======== Entries supplied ========

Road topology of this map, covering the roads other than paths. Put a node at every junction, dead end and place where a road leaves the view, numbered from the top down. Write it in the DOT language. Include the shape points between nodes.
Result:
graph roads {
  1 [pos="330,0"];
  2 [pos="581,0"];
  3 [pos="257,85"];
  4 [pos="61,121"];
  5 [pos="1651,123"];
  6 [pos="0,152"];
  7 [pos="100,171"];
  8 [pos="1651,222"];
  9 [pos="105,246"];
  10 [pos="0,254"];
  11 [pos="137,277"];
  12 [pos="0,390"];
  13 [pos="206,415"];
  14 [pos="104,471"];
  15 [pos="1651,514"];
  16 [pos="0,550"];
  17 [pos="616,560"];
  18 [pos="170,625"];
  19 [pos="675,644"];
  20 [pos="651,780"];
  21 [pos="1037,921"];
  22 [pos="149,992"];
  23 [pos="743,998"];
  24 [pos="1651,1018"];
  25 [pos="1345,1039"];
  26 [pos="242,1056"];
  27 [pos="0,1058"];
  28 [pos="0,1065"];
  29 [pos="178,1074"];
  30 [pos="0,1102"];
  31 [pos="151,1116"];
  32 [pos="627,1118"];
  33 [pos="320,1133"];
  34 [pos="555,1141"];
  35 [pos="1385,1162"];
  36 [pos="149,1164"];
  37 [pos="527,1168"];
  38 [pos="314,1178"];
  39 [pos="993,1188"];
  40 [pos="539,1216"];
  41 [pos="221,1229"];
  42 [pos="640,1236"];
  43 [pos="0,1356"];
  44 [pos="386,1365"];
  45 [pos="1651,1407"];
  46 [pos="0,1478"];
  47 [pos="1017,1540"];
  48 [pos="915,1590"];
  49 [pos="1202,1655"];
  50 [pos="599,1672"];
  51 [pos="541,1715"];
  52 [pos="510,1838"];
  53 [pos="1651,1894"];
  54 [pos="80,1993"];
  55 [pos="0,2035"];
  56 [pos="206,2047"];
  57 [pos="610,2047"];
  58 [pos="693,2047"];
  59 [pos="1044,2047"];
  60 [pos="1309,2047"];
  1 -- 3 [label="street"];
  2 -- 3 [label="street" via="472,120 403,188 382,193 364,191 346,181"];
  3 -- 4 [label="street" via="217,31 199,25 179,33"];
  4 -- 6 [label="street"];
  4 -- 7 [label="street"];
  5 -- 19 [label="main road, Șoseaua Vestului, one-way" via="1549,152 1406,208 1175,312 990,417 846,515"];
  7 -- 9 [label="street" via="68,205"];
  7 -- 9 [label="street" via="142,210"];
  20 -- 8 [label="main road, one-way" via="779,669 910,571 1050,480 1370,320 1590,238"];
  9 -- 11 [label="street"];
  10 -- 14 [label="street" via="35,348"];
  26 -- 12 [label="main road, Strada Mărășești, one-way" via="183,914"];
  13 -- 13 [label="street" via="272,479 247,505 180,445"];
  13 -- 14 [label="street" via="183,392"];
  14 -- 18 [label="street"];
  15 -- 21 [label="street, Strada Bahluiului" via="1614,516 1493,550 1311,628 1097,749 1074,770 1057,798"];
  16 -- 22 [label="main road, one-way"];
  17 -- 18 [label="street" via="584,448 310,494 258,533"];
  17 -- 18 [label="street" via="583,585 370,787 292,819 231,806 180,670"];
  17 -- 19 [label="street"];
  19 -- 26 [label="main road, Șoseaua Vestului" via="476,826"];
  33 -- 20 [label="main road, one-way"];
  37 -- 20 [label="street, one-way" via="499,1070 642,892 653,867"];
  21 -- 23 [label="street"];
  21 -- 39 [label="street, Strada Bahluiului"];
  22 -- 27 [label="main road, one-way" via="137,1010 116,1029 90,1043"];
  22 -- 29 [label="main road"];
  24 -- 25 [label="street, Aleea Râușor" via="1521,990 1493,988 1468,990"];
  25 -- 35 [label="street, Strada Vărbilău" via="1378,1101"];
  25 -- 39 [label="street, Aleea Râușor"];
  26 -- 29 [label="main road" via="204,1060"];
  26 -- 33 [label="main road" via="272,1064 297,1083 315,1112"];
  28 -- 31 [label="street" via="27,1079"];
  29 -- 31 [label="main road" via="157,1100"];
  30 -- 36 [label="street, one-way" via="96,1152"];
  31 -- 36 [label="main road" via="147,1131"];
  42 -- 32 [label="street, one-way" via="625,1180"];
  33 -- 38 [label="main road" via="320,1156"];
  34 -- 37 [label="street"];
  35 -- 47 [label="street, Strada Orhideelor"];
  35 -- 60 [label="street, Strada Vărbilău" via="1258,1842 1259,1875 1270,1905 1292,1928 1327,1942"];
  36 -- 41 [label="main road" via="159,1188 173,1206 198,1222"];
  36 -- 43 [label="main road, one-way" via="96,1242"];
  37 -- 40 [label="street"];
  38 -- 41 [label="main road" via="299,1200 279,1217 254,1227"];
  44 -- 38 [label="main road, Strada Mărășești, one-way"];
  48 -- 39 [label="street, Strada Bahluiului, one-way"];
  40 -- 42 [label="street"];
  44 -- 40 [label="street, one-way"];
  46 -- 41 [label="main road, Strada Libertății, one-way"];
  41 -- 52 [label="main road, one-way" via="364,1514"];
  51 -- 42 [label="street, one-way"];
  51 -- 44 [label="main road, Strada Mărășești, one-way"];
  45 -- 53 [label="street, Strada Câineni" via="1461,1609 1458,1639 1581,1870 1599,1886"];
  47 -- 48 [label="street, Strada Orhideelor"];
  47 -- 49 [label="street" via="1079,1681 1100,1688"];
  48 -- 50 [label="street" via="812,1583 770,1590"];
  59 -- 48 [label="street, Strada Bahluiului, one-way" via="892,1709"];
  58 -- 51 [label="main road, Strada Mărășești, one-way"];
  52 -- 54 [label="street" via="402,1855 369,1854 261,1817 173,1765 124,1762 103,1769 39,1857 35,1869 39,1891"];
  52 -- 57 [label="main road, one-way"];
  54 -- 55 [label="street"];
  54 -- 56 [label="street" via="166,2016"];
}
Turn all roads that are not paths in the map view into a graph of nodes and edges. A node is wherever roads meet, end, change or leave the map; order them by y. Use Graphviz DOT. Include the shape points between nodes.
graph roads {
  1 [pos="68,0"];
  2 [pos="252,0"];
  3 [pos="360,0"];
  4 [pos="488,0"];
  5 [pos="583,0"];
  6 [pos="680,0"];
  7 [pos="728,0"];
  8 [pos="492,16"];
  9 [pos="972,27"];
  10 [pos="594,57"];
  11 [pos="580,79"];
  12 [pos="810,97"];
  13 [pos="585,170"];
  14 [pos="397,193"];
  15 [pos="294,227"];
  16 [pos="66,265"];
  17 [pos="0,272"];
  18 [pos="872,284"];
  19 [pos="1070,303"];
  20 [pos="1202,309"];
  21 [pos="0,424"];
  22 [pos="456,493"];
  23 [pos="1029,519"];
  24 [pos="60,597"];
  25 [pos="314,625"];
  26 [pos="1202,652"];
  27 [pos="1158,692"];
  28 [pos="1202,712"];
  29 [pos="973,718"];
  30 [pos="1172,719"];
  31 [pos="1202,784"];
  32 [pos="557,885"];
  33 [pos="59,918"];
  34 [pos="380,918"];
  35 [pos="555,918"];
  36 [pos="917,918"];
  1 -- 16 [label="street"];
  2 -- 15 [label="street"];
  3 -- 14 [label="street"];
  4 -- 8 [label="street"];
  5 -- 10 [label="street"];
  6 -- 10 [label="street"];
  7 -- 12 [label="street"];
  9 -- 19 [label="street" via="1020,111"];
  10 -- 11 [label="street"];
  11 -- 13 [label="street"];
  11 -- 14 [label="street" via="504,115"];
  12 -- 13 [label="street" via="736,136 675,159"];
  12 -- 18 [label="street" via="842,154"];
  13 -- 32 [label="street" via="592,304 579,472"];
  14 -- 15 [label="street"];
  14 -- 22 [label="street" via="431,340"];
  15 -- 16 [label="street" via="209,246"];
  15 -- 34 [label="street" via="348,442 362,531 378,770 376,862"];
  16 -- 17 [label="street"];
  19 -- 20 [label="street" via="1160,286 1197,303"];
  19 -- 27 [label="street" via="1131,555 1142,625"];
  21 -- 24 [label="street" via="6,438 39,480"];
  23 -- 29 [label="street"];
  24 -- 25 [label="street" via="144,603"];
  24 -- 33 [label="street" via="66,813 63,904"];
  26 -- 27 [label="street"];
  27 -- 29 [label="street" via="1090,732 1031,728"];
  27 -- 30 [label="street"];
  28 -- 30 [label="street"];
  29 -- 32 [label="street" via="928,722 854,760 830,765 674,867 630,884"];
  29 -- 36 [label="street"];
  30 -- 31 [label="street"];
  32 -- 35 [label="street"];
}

========

Aim of the exercise
Find each line in the records holding the string "view" and show it.

Result for this task
Road topology of this map, covering the roads other than paths. Put a node at every junction, dead end and place where a road leaves the view, numbered from the top down. Write it in the DOT language. Include the shape points between nodes.
Turn all roads that are not paths in the map view into a graph of nodes and edges. A node is wherever roads meet, end, change or leave the map; order them by y. Use Graphviz DOT. Include the shape points between nodes.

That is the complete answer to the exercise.